And yet, how easily I forfeited those lives when one particular life beckoned me to lay my bookish self aside and travel. 

I stopped hiding my hair under a plaid hat and became the fiery, sweet Ruby girl that one either loved or hated. I never had time to read, but I was making time to write stories, my only solace through those days when I wished for less drama and more tolerance, where I hated that I always had to defend beliefs I cared little for as I inwardly battled deeper questions none could understand because all they saw was that I wore dresses and didn't celebrate Christmas. I stepped on my first plane and sat by a boy for two weeks, a feat for a timid girl who couldn't carry a conversation with any guy, as I learned about some of what I might believe. I learned to love hiking, and suddenly it was essential that I fly several times a year. One of those planes brought me to Germany. I started my business somewhere along my path. Between it all, a broken heart told me I must do something outlandish, and so I went to my first writer's conference and found people to love my short stories. 

I broke out of myself, and then crumbled, exhausted, wishing that I might remember the simple bliss of being a bookworm. 
 

Bookworm: One who understands what it means to enjoy stories, who knows how to only find the stories worth enjoying, and needs no reason but to enjoy the story. 

One could say I was a pretentious reader. I only read what I wished. As a result, I liked just about everything I read. I could not understand how anyone could read a book they hated. If you loved books, you knew how to only pick up the books worth loving, was my reasoning. And you knew how to stay clear of any that might be potentially burnable.

For some odd reason, I was set against nearly every classic if it wasn't by Charles Dickens or Robert Louis Stevenson. I was such a bratty reader, I think. Because when it came to certain acclaimed authors, I wouldn't even give them a chance assigning them some ridiculous opinion of mine. 

Slowly, life begged of me something. My writing wasn't enough. Friendships were challenging. My eyes felt so wide, by naivety pierced, my inadequacy widened. I knew what I must do. I lengthened my bookshelf and began to read all the books I said I'd never read. 

 Jane Austen's Pride and Prejudice, John Steinbeck's East of Eden, Fyodor Dostoevsky's Crime and Punishment are only a few among the many, many classics I thought would be inferior to my old favorites. What a silly, foolish child. 

And yet, I'm glad I waited to read them until I did. Because each offered a special answer I needed that very day, that before I would not have been able to accept, because I hadn't even known the question would need asking. 


What a lengthy introduction to let you all know a marvelous achievement! I read War and Peace by Leo Tolstoy last year! It took me just about six months ;p It wasn't one of the books I'd said I'd never read. No, sadly, I had a copy, but never even planned to give it a thought one way or another. I simply owned it. Wasn't even worth a derogatory opinion. 

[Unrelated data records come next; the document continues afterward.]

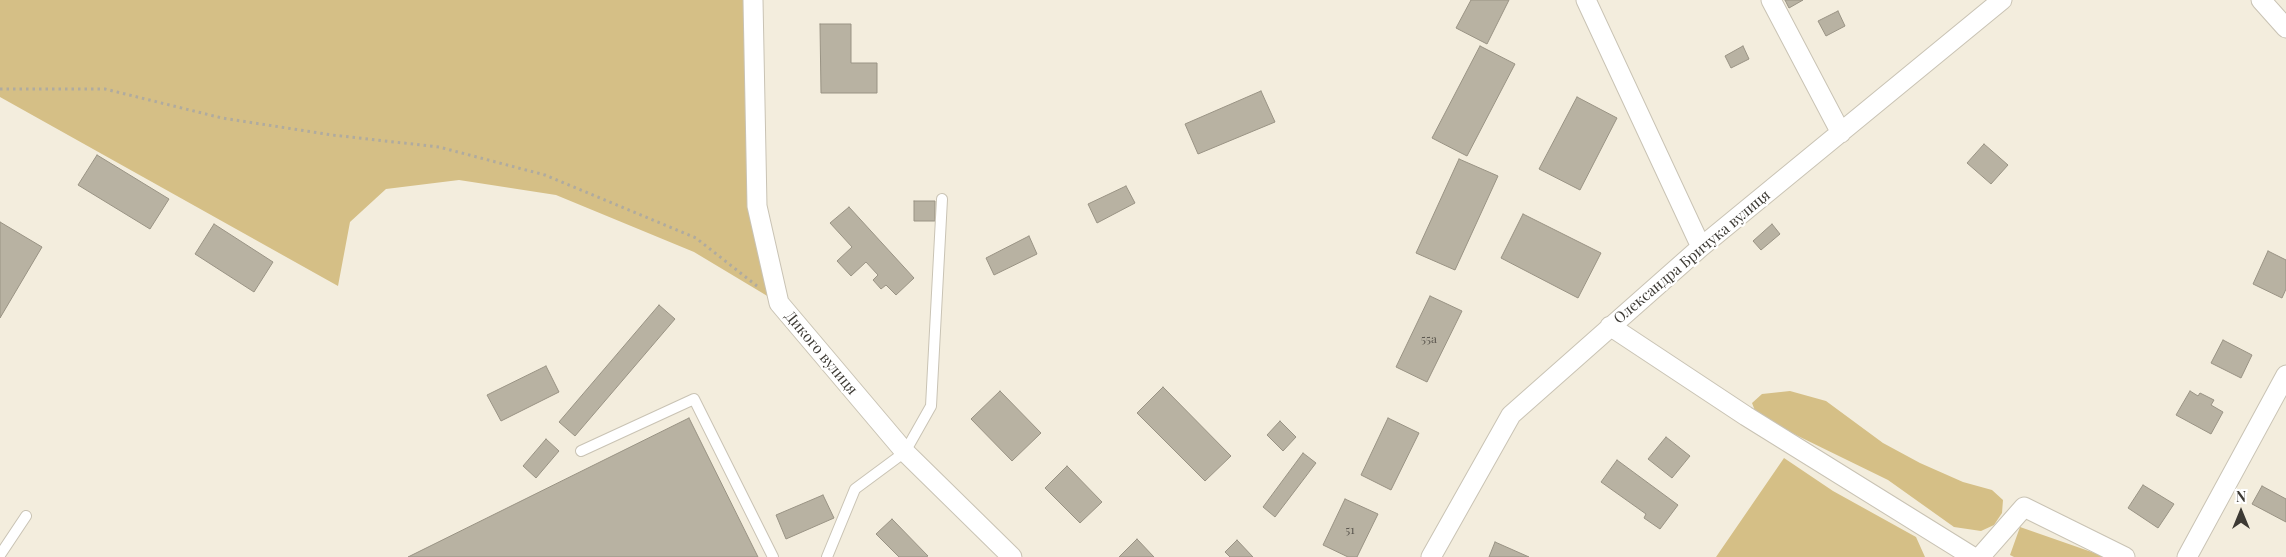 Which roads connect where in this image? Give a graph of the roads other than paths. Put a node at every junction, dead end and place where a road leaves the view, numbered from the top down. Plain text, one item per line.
1 (753, 0) edge
2 (1586, 0) edge
3 (1771, 0) edge
4 (2002, 0) edge
5 (2261, 0) edge
6 (2286, 28) edge
7 (1840, 134) junction
8 (942, 199) dead end
9 (1701, 247) junction
10 (1610, 326) junction
11 (2286, 375) edge
12 (581, 451) dead end
13 (905, 452) junction
14 (26, 516) dead end
15 (0, 555) edge
16 (773, 557) edge
17 (827, 557) edge
18 (1012, 557) edge
19 (1431, 557) edge
20 (1973, 557) edge
21 (1980, 557) edge
22 (2125, 557) edge
23 (2187, 557) edge

1 - 13 street, Дикого вулиця
2 - 9 street
3 - 7 street
4 - 7 street, Олександра Бричука вулиця
5 - 6 street
7 - 9 street, Олександра Бричука вулиця
8 - 13 lane
9 - 10 street, Олександра Бричука вулиця
10 - 19 street, Олександра Бричука вулиця
10 - 20 street
11 - 23 street
12 - 16 lane
13 - 17 lane
13 - 18 street, Дикого вулиця
14 - 15 lane
21 - 22 street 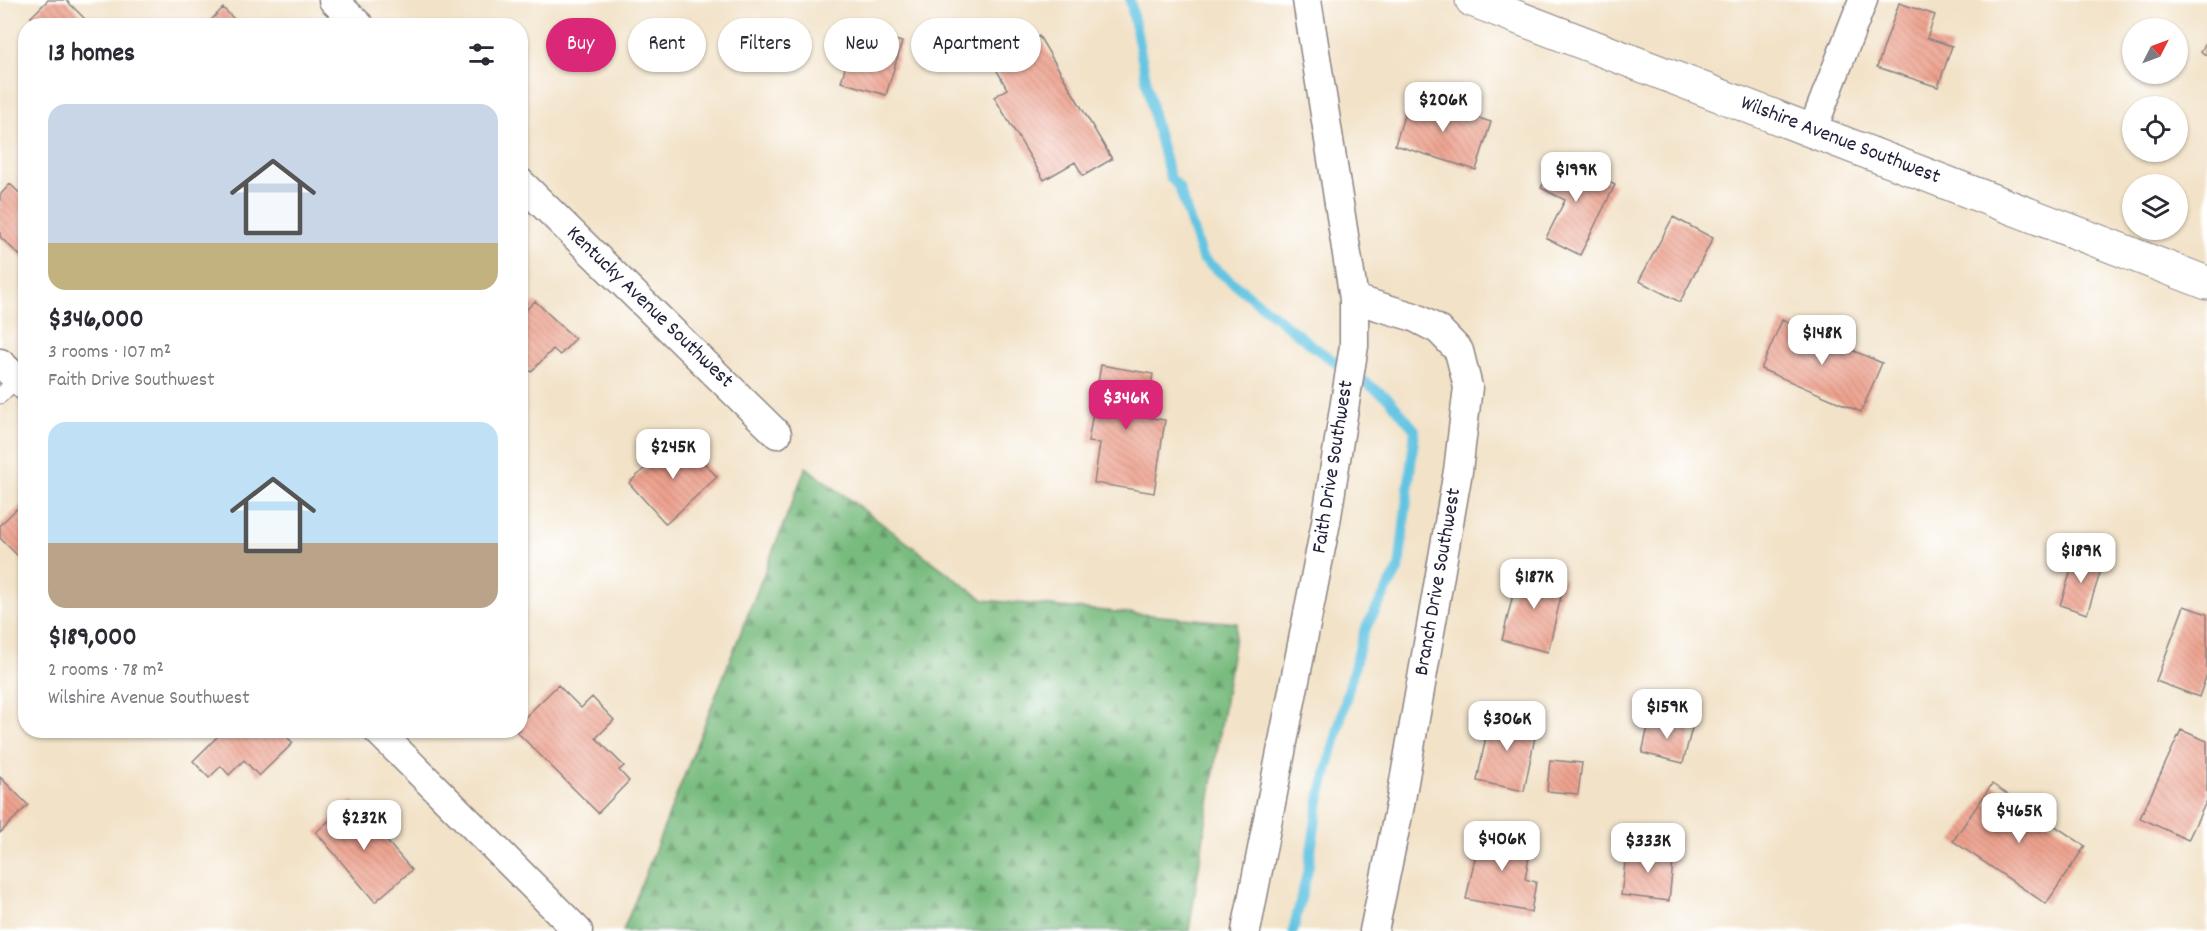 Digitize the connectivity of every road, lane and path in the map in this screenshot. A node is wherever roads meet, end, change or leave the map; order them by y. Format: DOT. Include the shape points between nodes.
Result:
graph roads {
  1 [pos="333,0"];
  2 [pos="1307,0"];
  3 [pos="1472,0"];
  4 [pos="1863,0"];
  5 [pos="352,18"];
  6 [pos="1812,131"];
  7 [pos="528,190"];
  8 [pos="2207,283"];
  9 [pos="1354,299"];
  10 [pos="777,434"];
  11 [pos="384,738"];
  12 [pos="578,931"];
  13 [pos="1246,931"];
  14 [pos="1374,931"];
  1 -- 5 [label="street"];
  2 -- 9 [label="street, Faith Drive Southwest"];
  3 -- 6 [label="street, Wilshire Avenue Southwest"];
  4 -- 6 [label="street"];
  6 -- 8 [label="street, Wilshire Avenue Southwest"];
  7 -- 10 [label="street, Kentucky Avenue Southwest"];
  9 -- 13 [label="street, Faith Drive Southwest" via="1354,346 1326,522"];
  9 -- 14 [label="street, Branch Drive Southwest" via="1414,316 1439,330 1459,351 1468,387 1456,483"];
  11 -- 12 [label="street"];
}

Through a course of fortunate recommendations, I had a strong desire to read this book. Only to find out my copy was abridged. I threw it away, quite upset. Then a new friend gave me her copy! Which I proceeded to ravish until it had lost its cover and I had tasted its magnificent treasures.

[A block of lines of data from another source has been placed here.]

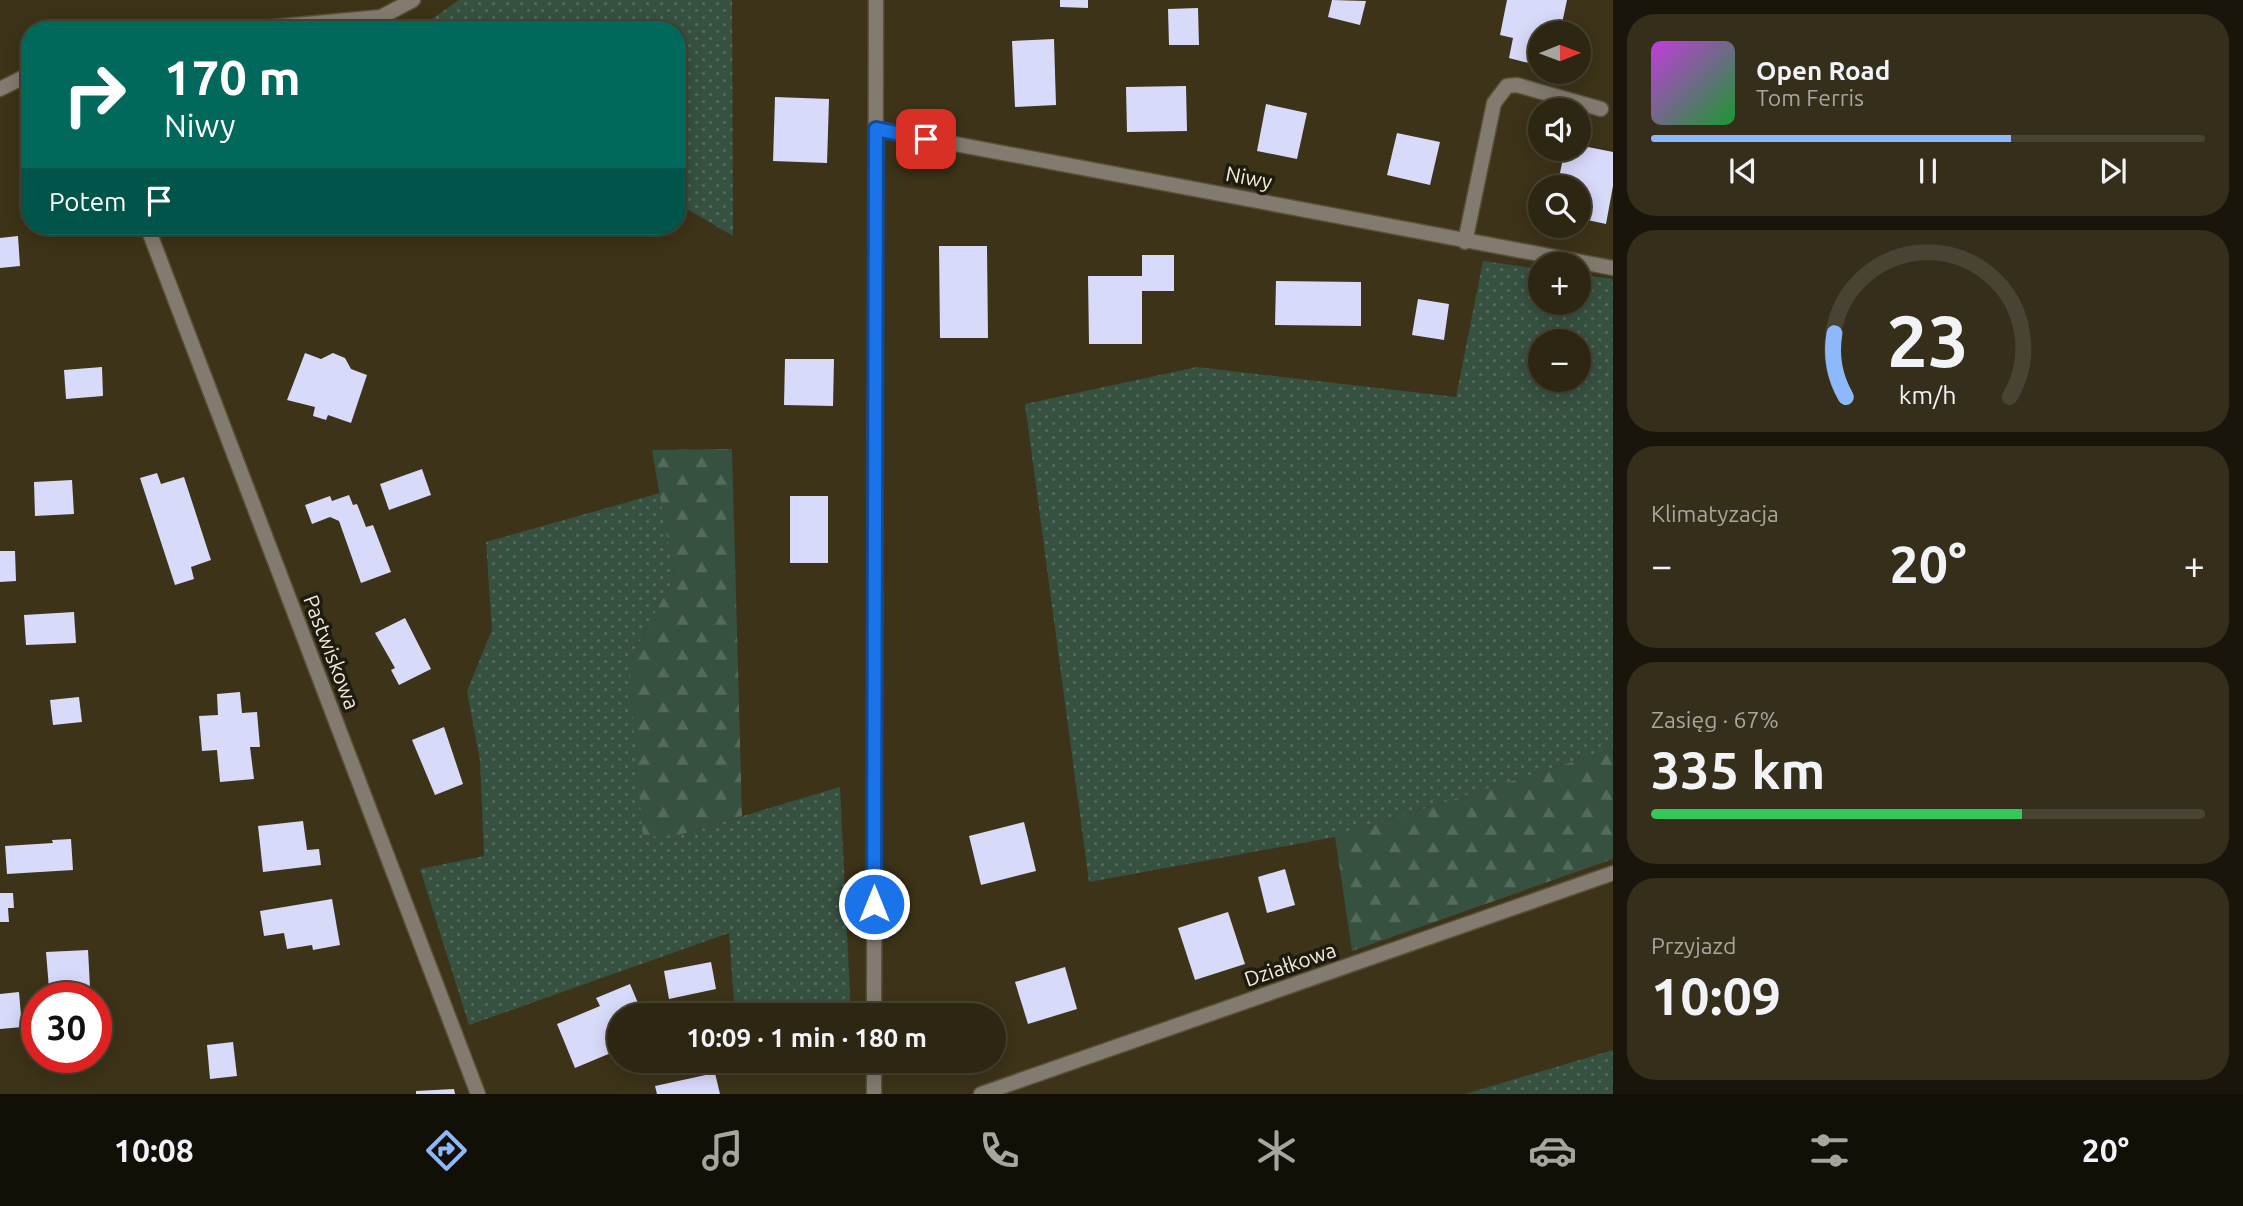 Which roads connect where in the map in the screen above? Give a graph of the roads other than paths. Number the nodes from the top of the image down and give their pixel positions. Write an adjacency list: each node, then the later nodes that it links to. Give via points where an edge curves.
1 (414, 0): 3 (street, via 381,17)
2 (876, 0): 7 (street)
3 (338, 21)
4 (21, 78): 5 (street)
5 (0, 89)
6 (1601, 109): 9 (street, via 1507,86 1494,103)
7 (876, 129): 9 (street, Niwy); 12 (street)
8 (150, 235): 14 (street, Pastwiskowa)
9 (1465, 242): 10 (street, Niwy)
10 (1613, 268)
11 (1613, 873): 16 (street, Działkowa)
12 (874, 1003)
13 (874, 1073): 15 (street)
14 (478, 1094)
15 (874, 1094)
16 (981, 1094)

I was greatly disappointed in W&P, at firstThe first four hundred pages were dull. When I at last figured out who the main character was, I hated him. He was obese, disgusting, repulsive, selfish. I had no pity for the horrid man. 

And then I loved him. 
And then I found myself turning back, rereading those first four hundred pages, and seeing incredible genius. "How did I miss this adorable scene where she asked the boy to kiss her doll? And then she kissed him?" How indeed. 

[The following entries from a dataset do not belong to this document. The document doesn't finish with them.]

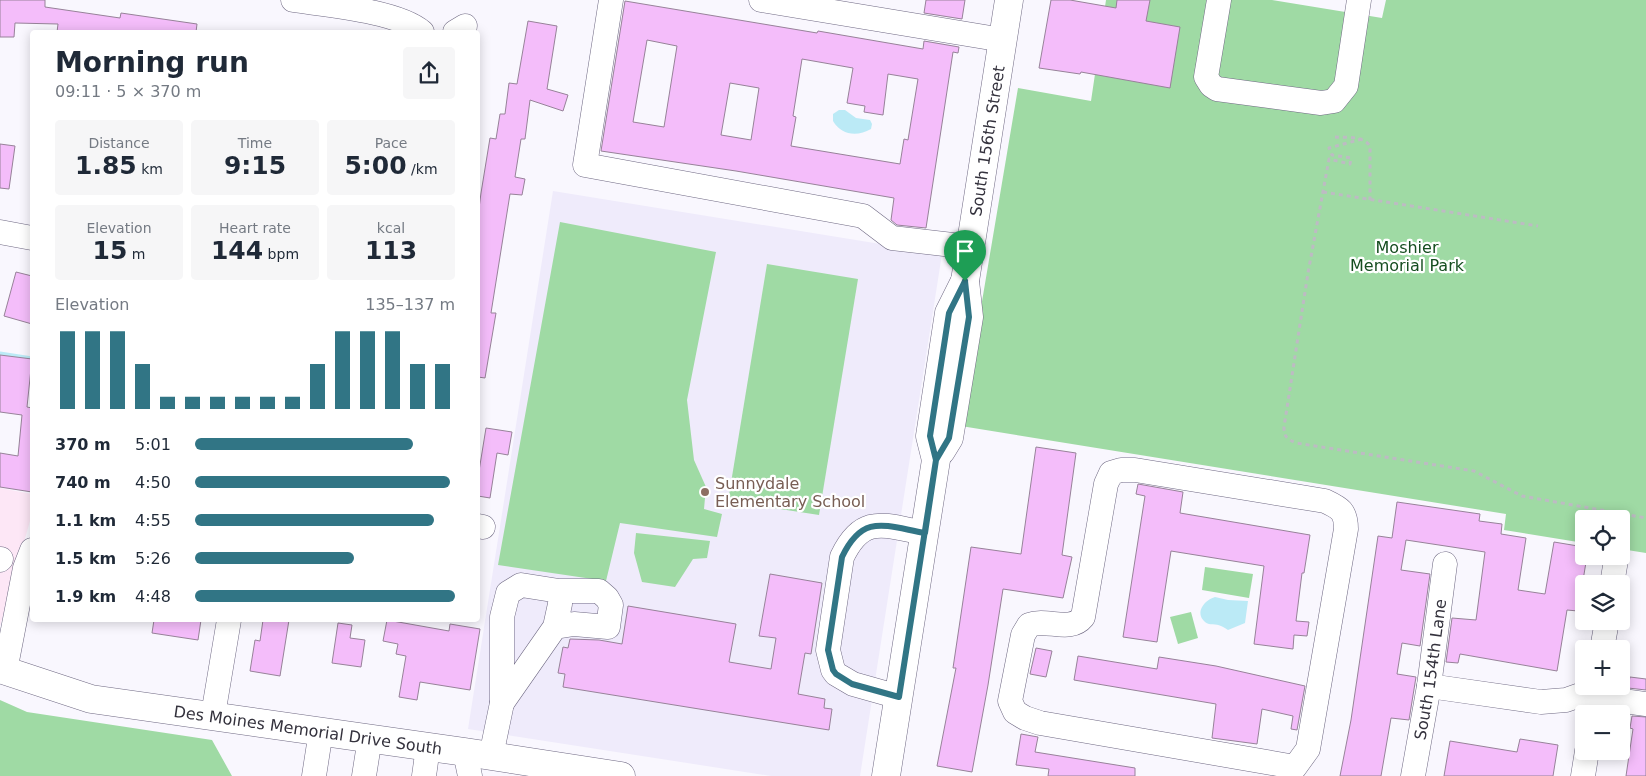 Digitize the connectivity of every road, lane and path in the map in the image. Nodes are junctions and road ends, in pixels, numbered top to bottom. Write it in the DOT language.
graph roads {
  1 [pos="293,0"];
  2 [pos="611,0"];
  3 [pos="761,0"];
  4 [pos="1009,0"];
  5 [pos="1219,0"];
  6 [pos="1359,0"];
  7 [pos="420,30"];
  8 [pos="1003,40"];
  9 [pos="1335,137"];
  10 [pos="1362,139"];
  11 [pos="1323,192"];
  12 [pos="1370,200"];
  13 [pos="1538,226"];
  14 [pos="0,232"];
  15 [pos="30,238"];
  16 [pos="970,247"];
  17 [pos="1646,518"];
  18 [pos="925,533"];
  19 [pos="30,555"];
  20 [pos="1445,564"];
  21 [pos="559,591"];
  22 [pos="229,622"];
  23 [pos="556,627"];
  24 [pos="3,670"];
  25 [pos="1429,686"];
  26 [pos="899,697"];
  27 [pos="1595,699"];
  28 [pos="502,703"];
  29 [pos="1646,704"];
  30 [pos="213,716"];
  31 [pos="322,731"];
  32 [pos="370,738"];
  33 [pos="428,747"];
  34 [pos="1585,760"];
  35 [pos="475,761"];
  36 [pos="527,769"];
  37 [pos="1293,771"];
  38 [pos="581,773"];
  39 [pos="314,776"];
  40 [pos="364,776"];
  41 [pos="424,776"];
  42 [pos="620,776"];
  43 [pos="886,776"];
  44 [pos="1413,776"];
  45 [pos="1583,776"];
  1 -- 7 [label="street"];
  2 -- 16 [label="street"];
  3 -- 8 [label="street"];
  4 -- 8 [label="main road, South 156th Street"];
  5 -- 6 [label="street"];
  8 -- 16 [label="main road, South 156th Street"];
  9 -- 10 [label="path"];
  10 -- 11 [label="path"];
  10 -- 12 [label="path"];
  11 -- 12 [label="path"];
  11 -- 17 [label="path"];
  12 -- 13 [label="path"];
  14 -- 15 [label="street"];
  16 -- 18 [label="main road, South 156th Street"];
  18 -- 26 [label="main road, South 156th Street"];
  18 -- 26 [label="street"];
  19 -- 24 [label="street"];
  20 -- 25 [label="street, South 154th Lane"];
  21 -- 23 [label="street"];
  21 -- 23 [label="street"];
  21 -- 28 [label="street"];
  22 -- 30 [label="street"];
  23 -- 28 [label="street"];
  24 -- 30 [label="main road, Des Moines Memorial Drive South"];
  25 -- 27 [label="street"];
  25 -- 44 [label="street, South 154th Lane"];
  26 -- 43 [label="main road, South 156th Street"];
  27 -- 29 [label="street"];
  28 -- 35 [label="street"];
  30 -- 31 [label="main road, Des Moines Memorial Drive South"];
  31 -- 32 [label="main road, Des Moines Memorial Drive South"];
  31 -- 39 [label="street"];
  32 -- 33 [label="main road, Des Moines Memorial Drive South"];
  32 -- 40 [label="street"];
  33 -- 35 [label="main road, Des Moines Memorial Drive South"];
  33 -- 41 [label="street"];
  34 -- 45 [label="street"];
  35 -- 36 [label="main road, Des Moines Memorial Drive South"];
  36 -- 38 [label="main road, Des Moines Memorial Drive South"];
  37 -- 37 [label="street"];
  38 -- 42 [label="main road, Des Moines Memorial Drive South"];
}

I found myself loving and hating nearly every character in their turn. 
I saw myself where I didn't want to. I saw what I might aspire to. I saw how evil unforgiveness is and immediately found myself forgetting and forgiving a wound so large I thought I would always cry over it. I found myself asking along with Pierre, What is liberty? What is suffering? Do we not find liberty, and even joy, when only we have found suffering and conquered it in our souls even as it tears into the soles of our feet? Is liberty and joy and suffering something one can separate? Must they be separated?

Of course, that is a paraphrase of many chapters. 

"the lice that ate him warmed his body pleasantly."

"If someone said to me right now, this minute: Do you want to remain the way you were before captivity, or live through it all over again? For God's sake, captivity and horsemeat!"


But as beautiful as was the realization that liberty is something within, not bound by outward freedom, but granted by a joyful awareness of worthiness, and as horrendous was the image of a bitter, unjust grudge held unto death, what made this book the most special was the image of marriage. 

"I must--however strange, however impossible this happiness--I just do everything to make it so that she and I are man and wife," he said to himself.

This little bit gave me chills. You must read it in its full context to grasp the full joy of this moment! 

Now, as he told it all to Natasha, he experienced that rare pleasure which us granted by women when they listen to a man--not intelligent women, who, when they listen, try either to memorize what they are told in order to enrich their minds and on occasion retell the same thing or else to adjust what is being told to themselves and quickly say something intelligent of their own, worked out in their small intellectual domain; but the pleasure granted by real women, endowed with the ability to select and absorb all the best of what a man had to show.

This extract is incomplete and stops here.